◆ Exercise directions ◆
Copy the data exactly. Images are to be left out.

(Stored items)
============

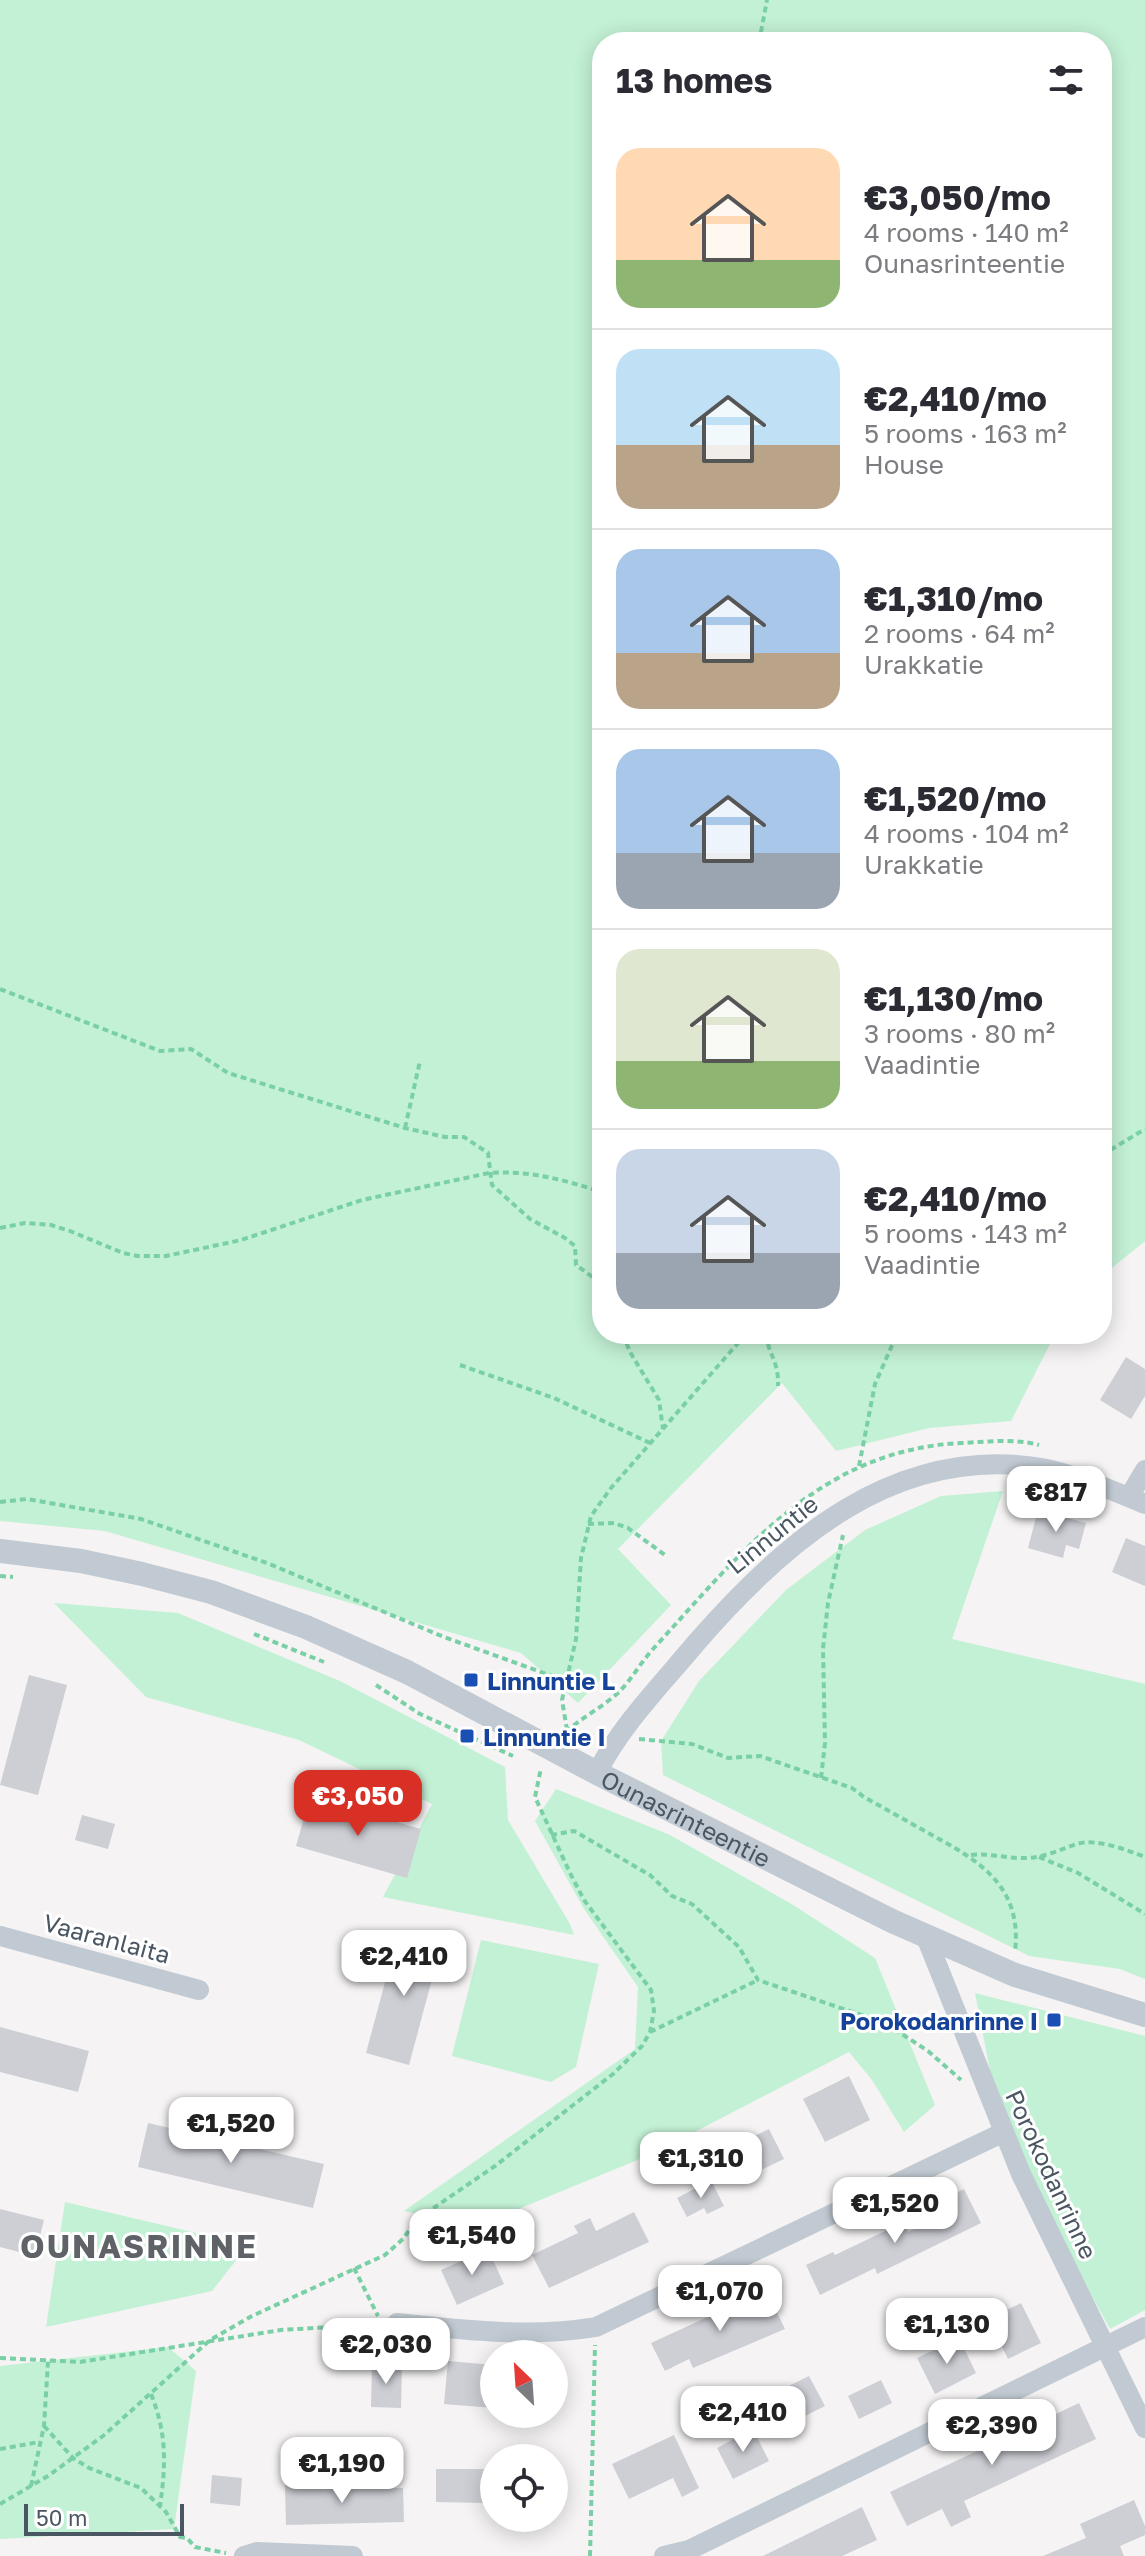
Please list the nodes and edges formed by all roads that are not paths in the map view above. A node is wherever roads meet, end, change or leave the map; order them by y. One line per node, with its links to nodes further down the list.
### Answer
1 (1145, 1470): 2 (street)
2 (1137, 1501): 4 (street, Linnuntie)
3 (0, 1551): 4 (street, Ounasrinteentie)
4 (597, 1773): 6 (street, Ounasrinteentie)
5 (0, 1936): 7 (street, Vaaranlaita)
6 (926, 1937): 8 (street, Ounasrinteentie); 9 (street, Porokodanrinne)
7 (199, 1990)
8 (1145, 2015)
9 (1002, 2133): 10 (street); 12 (street, Porokodanrinne)
10 (390, 2324)
11 (1145, 2327): 12 (street)
12 (1106, 2347): 13 (street, Porokodanrinne); 16 (street)
13 (1145, 2428)
14 (244, 2556): 15 (street)
15 (353, 2556)
16 (664, 2556)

============

◆ Output of the exercise ◆
Please list the nodes and edges formed by all roads that are not paths in the map view above. A node is wherever roads meet, end, change or leave the map; order them by y. One line per node, with its links to nodes further down the list.
### Answer
1 (1145, 1470): 2 (street)
2 (1137, 1501): 4 (street, Linnuntie)
3 (0, 1551): 4 (street, Ounasrinteentie)
4 (597, 1773): 6 (street, Ounasrinteentie)
5 (0, 1936): 7 (street, Vaaranlaita)
6 (926, 1937): 8 (street, Ounasrinteentie); 9 (street, Porokodanrinne)
7 (199, 1990)
8 (1145, 2015)
9 (1002, 2133): 10 (street); 12 (street, Porokodanrinne)
10 (390, 2324)
11 (1145, 2327): 12 (street)
12 (1106, 2347): 13 (street, Porokodanrinne); 16 (street)
13 (1145, 2428)
14 (244, 2556): 15 (street)
15 (353, 2556)
16 (664, 2556)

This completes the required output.